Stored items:
━━━━━━━━━━
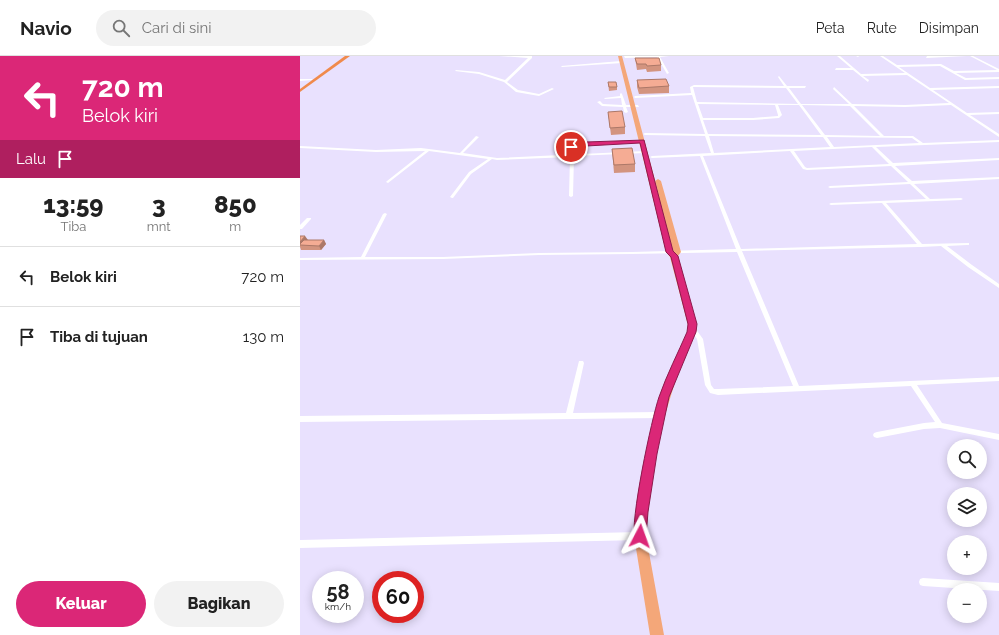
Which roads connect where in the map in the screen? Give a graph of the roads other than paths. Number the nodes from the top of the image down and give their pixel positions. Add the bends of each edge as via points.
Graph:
1 (345, 56) edge
2 (348, 56) edge
3 (500, 56) edge
4 (531, 56) edge
5 (658, 56) edge
6 (668, 56) edge
7 (838, 56) edge
8 (881, 56) edge
9 (926, 56) edge
10 (966, 56) edge
11 (971, 56) edge
12 (623, 61) edge
13 (941, 65) junction
14 (562, 66) dead end
15 (897, 66) junction
16 (836, 69) dead end
17 (854, 69) junction
18 (998, 69) edge
19 (456, 71) dead end
20 (953, 72) junction
21 (668, 73) dead end
22 (908, 74) junction
23 (861, 75) junction
24 (319, 76) junction
25 (779, 77) dead end
26 (999, 78) edge
27 (300, 80) edge
28 (312, 80) junction
29 (505, 81) junction
30 (868, 81) dead end
31 (786, 86) junction
32 (805, 86) dead end
33 (999, 87) edge
34 (834, 88) dead end
35 (553, 89) dead end
36 (930, 89) junction
37 (300, 90) edge
38 (693, 94) junction
39 (635, 97) junction
40 (605, 98) dead end
41 (599, 102) dead end
42 (696, 103) junction
43 (776, 104) junction
44 (800, 104) junction
45 (952, 104) junction
46 (851, 105) junction
47 (624, 106) junction
48 (635, 106) junction
49 (626, 112) dead end
50 (999, 113) edge
51 (967, 114) junction
52 (702, 119) junction
53 (988, 129) junction
54 (999, 129) edge
55 (645, 134) junction
56 (708, 134) junction
57 (824, 136) junction
58 (999, 136) edge
59 (883, 137) junction
60 (477, 138) dead end
61 (999, 140) edge
62 (642, 141) junction
63 (922, 144) junction
64 (873, 146) junction
65 (300, 147) edge
66 (571, 147) dead end
67 (833, 148) junction
68 (428, 150) junction
69 (791, 150) junction
70 (645, 152) junction
71 (461, 154) junction
72 (701, 154) junction
73 (713, 154) junction
74 (572, 156) junction
75 (652, 157) junction
76 (490, 159) junction
77 (999, 159) edge
78 (892, 165) junction
79 (999, 178) edge
80 (388, 182) dead end
81 (911, 183) junction
82 (830, 187) dead end
83 (571, 196) dead end
84 (452, 197) dead end
85 (961, 199) dead end
86 (929, 200) junction
87 (884, 203) junction
88 (831, 204) dead end
89 (385, 214) dead end
90 (309, 219) dead end
91 (300, 228) edge
92 (967, 244) dead end
93 (943, 245) junction
94 (921, 246) junction
95 (739, 250) junction
96 (674, 253) junction
97 (300, 259) edge
98 (362, 259) junction
99 (999, 286) edge
100 (692, 329) junction
101 (581, 363) dead end
102 (999, 379) edge
103 (913, 384) junction
104 (797, 389) junction
105 (569, 415) junction
106 (660, 415) junction
107 (300, 419) edge
108 (940, 425) junction
109 (877, 435) dead end
110 (999, 437) edge
111 (640, 536) junction
112 (300, 544) edge
113 (923, 582) dead end
114 (999, 587) edge
115 (657, 635) edge

1 - 24 highway
2 - 24 highway
3 - 4 street
4 - 29 street
5 - 6 street
5 - 12 street
5 - 21 street
7 - 17 street
8 - 15 street
9 - 10 street
9 - 13 street
11 - 18 street
12 - 14 street
12 - 39 main road
12 - 48 main road
13 - 15 street
13 - 20 street
15 - 22 street
16 - 17 street
17 - 23 street
18 - 20 street
19 - 29 street via 479,73
20 - 26 street via 966,79
22 - 23 street
22 - 36 street
23 - 30 street
24 - 28 highway
24 - 37 highway
25 - 31 street
27 - 28 street
28 - 37 highway
29 - 35 street via 515,90 539,95
31 - 32 street
31 - 38 street via 691,86
31 - 44 street
33 - 36 street
34 - 46 street
36 - 45 street
38 - 39 street
38 - 42 street
39 - 48 main road
40 - 47 street via 622,96
41 - 47 street via 602,105
42 - 43 street
42 - 52 street
43 - 44 street
43 - 52 street via 779,117
44 - 46 street
44 - 57 street
45 - 46 street
45 - 51 street
46 - 59 street
47 - 48 street
47 - 49 street
48 - 55 main road
48 - 62 main road
50 - 51 street
51 - 53 street
52 - 56 street
53 - 54 street
53 - 58 street
55 - 56 street
55 - 75 main road
56 - 57 street
56 - 73 street
57 - 59 street
57 - 67 street
59 - 63 street via 912,138
60 - 71 street
61 - 63 street
62 - 66 street
62 - 70 main road
63 - 64 street
64 - 67 street
64 - 78 street
65 - 68 street via 376,151
67 - 69 street
68 - 71 street
68 - 80 street
69 - 73 street
69 - 78 street via 806,169
70 - 74 street
70 - 96 main road
71 - 76 street
72 - 73 street
72 - 75 street
72 - 95 street
74 - 76 street
74 - 83 street
75 - 96 main road
76 - 84 street via 470,173
77 - 78 street
78 - 81 street
79 - 81 street
81 - 82 street
81 - 86 street
85 - 86 street
86 - 87 street
87 - 88 street
87 - 94 street
89 - 98 street
90 - 91 street
92 - 93 street
93 - 94 street
93 - 99 street
94 - 95 street
95 - 96 street
95 - 104 street
96 - 98 street
96 - 100 main road
97 - 98 street
100 - 104 street via 700,338 708,385 712,391
100 - 106 main road
101 - 105 street
102 - 103 street
103 - 104 street
103 - 108 street
105 - 106 street
105 - 107 street
106 - 111 main road via 650,460
108 - 109 street
108 - 110 street
111 - 112 street
111 - 115 main road
113 - 114 street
━━━━━━━━━━
● What this task involves
Please reproduce the entries above exactly, omitting every picture.

● Exercise output
Which roads connect where in the map in the screen? Give a graph of the roads other than paths. Number the nodes from the top of the image down and give their pixel positions. Add the bends of each edge as via points.
Graph:
1 (345, 56) edge
2 (348, 56) edge
3 (500, 56) edge
4 (531, 56) edge
5 (658, 56) edge
6 (668, 56) edge
7 (838, 56) edge
8 (881, 56) edge
9 (926, 56) edge
10 (966, 56) edge
11 (971, 56) edge
12 (623, 61) edge
13 (941, 65) junction
14 (562, 66) dead end
15 (897, 66) junction
16 (836, 69) dead end
17 (854, 69) junction
18 (998, 69) edge
19 (456, 71) dead end
20 (953, 72) junction
21 (668, 73) dead end
22 (908, 74) junction
23 (861, 75) junction
24 (319, 76) junction
25 (779, 77) dead end
26 (999, 78) edge
27 (300, 80) edge
28 (312, 80) junction
29 (505, 81) junction
30 (868, 81) dead end
31 (786, 86) junction
32 (805, 86) dead end
33 (999, 87) edge
34 (834, 88) dead end
35 (553, 89) dead end
36 (930, 89) junction
37 (300, 90) edge
38 (693, 94) junction
39 (635, 97) junction
40 (605, 98) dead end
41 (599, 102) dead end
42 (696, 103) junction
43 (776, 104) junction
44 (800, 104) junction
45 (952, 104) junction
46 (851, 105) junction
47 (624, 106) junction
48 (635, 106) junction
49 (626, 112) dead end
50 (999, 113) edge
51 (967, 114) junction
52 (702, 119) junction
53 (988, 129) junction
54 (999, 129) edge
55 (645, 134) junction
56 (708, 134) junction
57 (824, 136) junction
58 (999, 136) edge
59 (883, 137) junction
60 (477, 138) dead end
61 (999, 140) edge
62 (642, 141) junction
63 (922, 144) junction
64 (873, 146) junction
65 (300, 147) edge
66 (571, 147) dead end
67 (833, 148) junction
68 (428, 150) junction
69 (791, 150) junction
70 (645, 152) junction
71 (461, 154) junction
72 (701, 154) junction
73 (713, 154) junction
74 (572, 156) junction
75 (652, 157) junction
76 (490, 159) junction
77 (999, 159) edge
78 (892, 165) junction
79 (999, 178) edge
80 (388, 182) dead end
81 (911, 183) junction
82 (830, 187) dead end
83 (571, 196) dead end
84 (452, 197) dead end
85 (961, 199) dead end
86 (929, 200) junction
87 (884, 203) junction
88 (831, 204) dead end
89 (385, 214) dead end
90 (309, 219) dead end
91 (300, 228) edge
92 (967, 244) dead end
93 (943, 245) junction
94 (921, 246) junction
95 (739, 250) junction
96 (674, 253) junction
97 (300, 259) edge
98 (362, 259) junction
99 (999, 286) edge
100 (692, 329) junction
101 (581, 363) dead end
102 (999, 379) edge
103 (913, 384) junction
104 (797, 389) junction
105 (569, 415) junction
106 (660, 415) junction
107 (300, 419) edge
108 (940, 425) junction
109 (877, 435) dead end
110 (999, 437) edge
111 (640, 536) junction
112 (300, 544) edge
113 (923, 582) dead end
114 (999, 587) edge
115 (657, 635) edge

1 - 24 highway
2 - 24 highway
3 - 4 street
4 - 29 street
5 - 6 street
5 - 12 street
5 - 21 street
7 - 17 street
8 - 15 street
9 - 10 street
9 - 13 street
11 - 18 street
12 - 14 street
12 - 39 main road
12 - 48 main road
13 - 15 street
13 - 20 street
15 - 22 street
16 - 17 street
17 - 23 street
18 - 20 street
19 - 29 street via 479,73
20 - 26 street via 966,79
22 - 23 street
22 - 36 street
23 - 30 street
24 - 28 highway
24 - 37 highway
25 - 31 street
27 - 28 street
28 - 37 highway
29 - 35 street via 515,90 539,95
31 - 32 street
31 - 38 street via 691,86
31 - 44 street
33 - 36 street
34 - 46 street
36 - 45 street
38 - 39 street
38 - 42 street
39 - 48 main road
40 - 47 street via 622,96
41 - 47 street via 602,105
42 - 43 street
42 - 52 street
43 - 44 street
43 - 52 street via 779,117
44 - 46 street
44 - 57 street
45 - 46 street
45 - 51 street
46 - 59 street
47 - 48 street
47 - 49 street
48 - 55 main road
48 - 62 main road
50 - 51 street
51 - 53 street
52 - 56 street
53 - 54 street
53 - 58 street
55 - 56 street
55 - 75 main road
56 - 57 street
56 - 73 street
57 - 59 street
57 - 67 street
59 - 63 street via 912,138
60 - 71 street
61 - 63 street
62 - 66 street
62 - 70 main road
63 - 64 street
64 - 67 street
64 - 78 street
65 - 68 street via 376,151
67 - 69 street
68 - 71 street
68 - 80 street
69 - 73 street
69 - 78 street via 806,169
70 - 74 street
70 - 96 main road
71 - 76 street
72 - 73 street
72 - 75 street
72 - 95 street
74 - 76 street
74 - 83 street
75 - 96 main road
76 - 84 street via 470,173
77 - 78 street
78 - 81 street
79 - 81 street
81 - 82 street
81 - 86 street
85 - 86 street
86 - 87 street
87 - 88 street
87 - 94 street
89 - 98 street
90 - 91 street
92 - 93 street
93 - 94 street
93 - 99 street
94 - 95 street
95 - 96 street
95 - 104 street
96 - 98 street
96 - 100 main road
97 - 98 street
100 - 104 street via 700,338 708,385 712,391
100 - 106 main road
101 - 105 street
102 - 103 street
103 - 104 street
103 - 108 street
105 - 106 street
105 - 107 street
106 - 111 main road via 650,460
108 - 109 street
108 - 110 street
111 - 112 street
111 - 115 main road
113 - 114 street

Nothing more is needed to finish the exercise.